As últimas sondagens publicadas, que evidenciam a possibilidade do Sinn Féin ganhar as eleições marcadas para este sábado, parecem apontar uma alteração radical do estatuto do partido. O Irish Times publicou esta 2ª feira uma sondagem que coloca o Sinn Féin em primeiro lugar com 25% dos votos, à frente do Fianna Fáil com 23% e do Fine Gael, do atual Taoiseach (Primeiro Ministro) Leo Varadkar, com 22. Embora tal vitória, caso se confirme nas urnas, não deva implicar uma maioria no parlamento, devido à decisão, por parte do Sinn Féin, de apresentar candidatos em apenas 42 círculos eleitorais, a possibilidade de uma vitória do partido, agora dirigido por Mary Lou McDonald, tem despertado um sentimento de pânico nos restantes adversários. O facto de a líder do Sinn Feín ter sido convidada de última hora no derradeiro debate televisivo, ao lado dos dirigentes dos dois partidos que habitualmente disputam o poder em Dublin, demonstra até que ponto esta ameaça está a ser levada a sério.

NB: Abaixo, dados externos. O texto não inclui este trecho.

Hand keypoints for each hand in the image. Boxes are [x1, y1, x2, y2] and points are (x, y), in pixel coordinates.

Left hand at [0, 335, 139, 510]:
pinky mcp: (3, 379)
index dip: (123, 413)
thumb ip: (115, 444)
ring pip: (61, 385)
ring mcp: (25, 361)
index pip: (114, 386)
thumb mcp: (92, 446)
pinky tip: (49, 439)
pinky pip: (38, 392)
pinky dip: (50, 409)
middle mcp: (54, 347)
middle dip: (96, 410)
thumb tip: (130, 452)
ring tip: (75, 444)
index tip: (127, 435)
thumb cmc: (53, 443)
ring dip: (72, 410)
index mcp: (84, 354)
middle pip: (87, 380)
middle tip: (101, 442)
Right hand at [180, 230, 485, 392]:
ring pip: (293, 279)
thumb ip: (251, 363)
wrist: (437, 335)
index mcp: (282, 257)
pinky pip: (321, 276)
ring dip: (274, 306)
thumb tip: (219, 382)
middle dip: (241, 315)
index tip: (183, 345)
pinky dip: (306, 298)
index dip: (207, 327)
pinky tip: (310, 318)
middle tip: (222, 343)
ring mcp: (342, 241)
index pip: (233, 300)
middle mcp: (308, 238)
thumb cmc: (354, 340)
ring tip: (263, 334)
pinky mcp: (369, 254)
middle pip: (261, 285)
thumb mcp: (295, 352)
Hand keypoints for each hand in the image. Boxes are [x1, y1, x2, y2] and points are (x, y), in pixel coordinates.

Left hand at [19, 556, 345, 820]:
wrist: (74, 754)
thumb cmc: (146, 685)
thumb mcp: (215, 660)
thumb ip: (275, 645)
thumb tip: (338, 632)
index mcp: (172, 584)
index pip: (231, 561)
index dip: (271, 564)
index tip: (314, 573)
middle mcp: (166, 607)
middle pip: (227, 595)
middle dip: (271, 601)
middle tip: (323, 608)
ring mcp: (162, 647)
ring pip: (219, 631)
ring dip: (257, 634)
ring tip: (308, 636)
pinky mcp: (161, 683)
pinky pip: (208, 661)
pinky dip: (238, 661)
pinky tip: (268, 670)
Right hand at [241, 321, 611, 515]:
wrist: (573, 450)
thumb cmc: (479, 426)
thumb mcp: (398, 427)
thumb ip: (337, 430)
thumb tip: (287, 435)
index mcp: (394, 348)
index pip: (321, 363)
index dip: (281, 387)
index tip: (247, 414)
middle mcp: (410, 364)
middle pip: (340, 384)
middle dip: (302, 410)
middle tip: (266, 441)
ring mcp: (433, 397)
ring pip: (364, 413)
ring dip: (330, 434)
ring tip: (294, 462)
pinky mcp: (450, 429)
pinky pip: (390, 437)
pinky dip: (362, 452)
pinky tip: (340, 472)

Em linha com o que se verificou em Portugal recentemente, na ausência de verdadeiros partidos populistas na Irlanda, a ascensão rápida do Sinn Féin apanhou de surpresa a maioria dos observadores, incluindo os próprios dirigentes do partido. Esta capacidade de atrair o eleitorado, nomeadamente entre os mais novos que não vêm no Sinn Féin um ressurgimento de conflitos passados, deve-se em parte a uma espécie de lifting político, através do qual, de partido empenhado em defender a causa de uma Irlanda unida, republicana e independente, o Sinn Féin passou a ser o símbolo de causas tradicionalmente associadas ao populismo de esquerda, nomeadamente em termos de alojamento, saúde e política fiscal, que têm sido os temas mais relevantes desta campanha eleitoral.

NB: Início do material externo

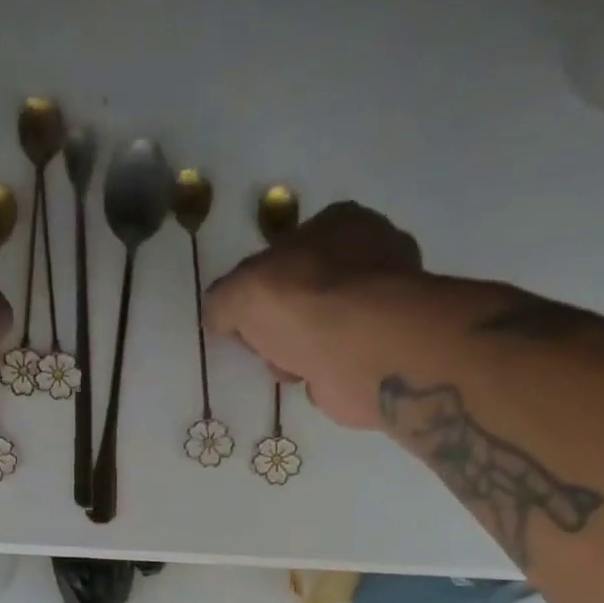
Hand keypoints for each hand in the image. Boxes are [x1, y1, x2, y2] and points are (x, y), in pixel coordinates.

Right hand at [204, 201, 428, 431]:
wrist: (361, 351)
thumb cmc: (303, 304)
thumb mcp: (239, 294)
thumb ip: (221, 301)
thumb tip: (217, 316)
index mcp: (338, 222)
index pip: (288, 252)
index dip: (260, 288)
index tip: (245, 320)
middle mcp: (369, 253)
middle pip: (306, 293)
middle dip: (281, 324)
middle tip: (266, 346)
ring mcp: (385, 301)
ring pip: (323, 328)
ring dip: (301, 352)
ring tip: (290, 367)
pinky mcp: (387, 346)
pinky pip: (342, 359)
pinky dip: (326, 373)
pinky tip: (314, 380)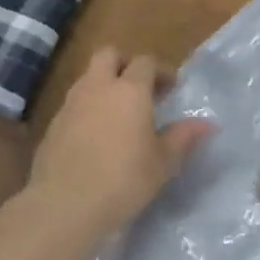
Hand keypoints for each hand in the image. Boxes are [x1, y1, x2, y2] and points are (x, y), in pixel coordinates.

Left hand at [22, 47, 210, 244]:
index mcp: (129, 90)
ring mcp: (71, 104)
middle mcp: (98, 87)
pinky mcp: (53, 124)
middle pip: (109, 55)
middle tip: (140, 88)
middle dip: (125, 63)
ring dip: (104, 85)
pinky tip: (96, 136)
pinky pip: (74, 103)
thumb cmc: (123, 179)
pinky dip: (88, 108)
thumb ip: (183, 138)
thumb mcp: (163, 163)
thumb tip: (206, 124)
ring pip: (88, 77)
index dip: (160, 71)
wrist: (64, 204)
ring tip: (119, 114)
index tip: (170, 88)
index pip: (145, 62)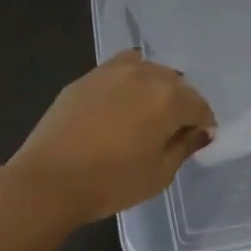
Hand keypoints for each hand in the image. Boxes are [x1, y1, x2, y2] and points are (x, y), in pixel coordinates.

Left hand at [5, 50, 216, 228]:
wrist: (48, 179)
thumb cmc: (110, 183)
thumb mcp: (159, 174)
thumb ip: (184, 146)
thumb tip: (199, 131)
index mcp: (169, 98)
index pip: (199, 106)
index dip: (202, 124)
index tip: (196, 140)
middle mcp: (146, 74)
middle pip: (177, 84)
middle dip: (181, 105)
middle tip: (171, 131)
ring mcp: (115, 70)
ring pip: (150, 72)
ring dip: (156, 89)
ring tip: (145, 115)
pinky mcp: (90, 75)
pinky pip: (122, 67)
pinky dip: (131, 78)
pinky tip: (123, 98)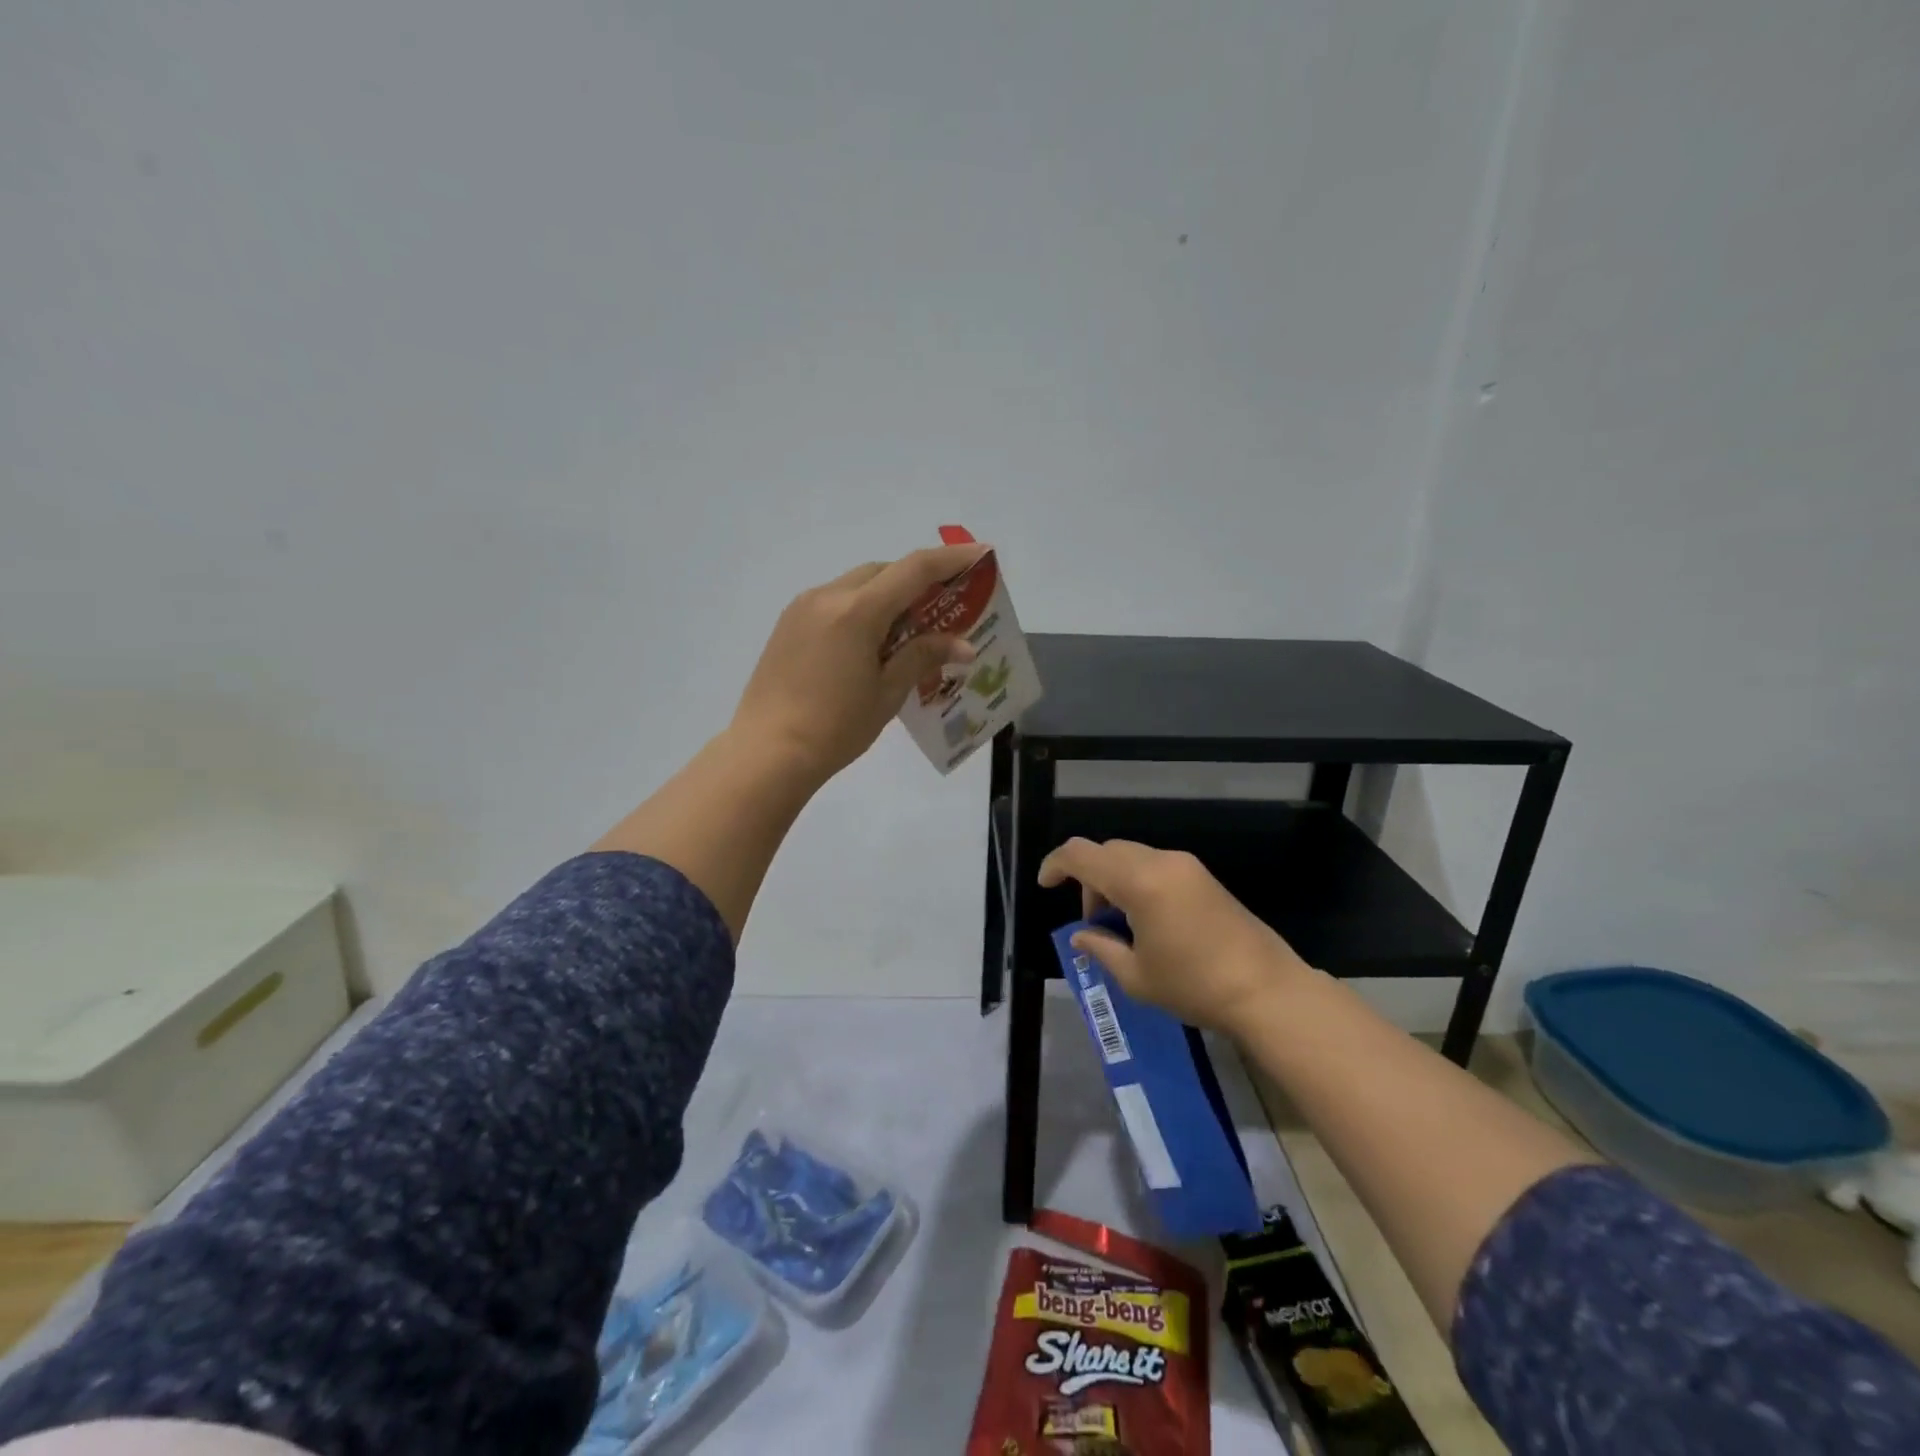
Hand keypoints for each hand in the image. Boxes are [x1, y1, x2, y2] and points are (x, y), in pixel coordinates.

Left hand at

Perante a rejeição de uma possível aliança pós-eleição com o Sinn Féin, tanto por parte de Leo Varadkar, atual primeiro ministro do Fine Gael, como de Micheál Martin, líder do Fianna Fáil, a eleição do próximo sábado poderá marcar o início de uma nova era na vida política da república da Irlanda. Além dos primeiros dias da União Europeia pós-Brexit, do impeachment de Trump ou do início da campanha presidencial americana, talvez valha a pena estar atento aos acontecimentos na Irlanda nos próximos dias, porquanto, mais uma vez, as potencialidades do marketing político estarão na base de novas transformações nas democracias ocidentais.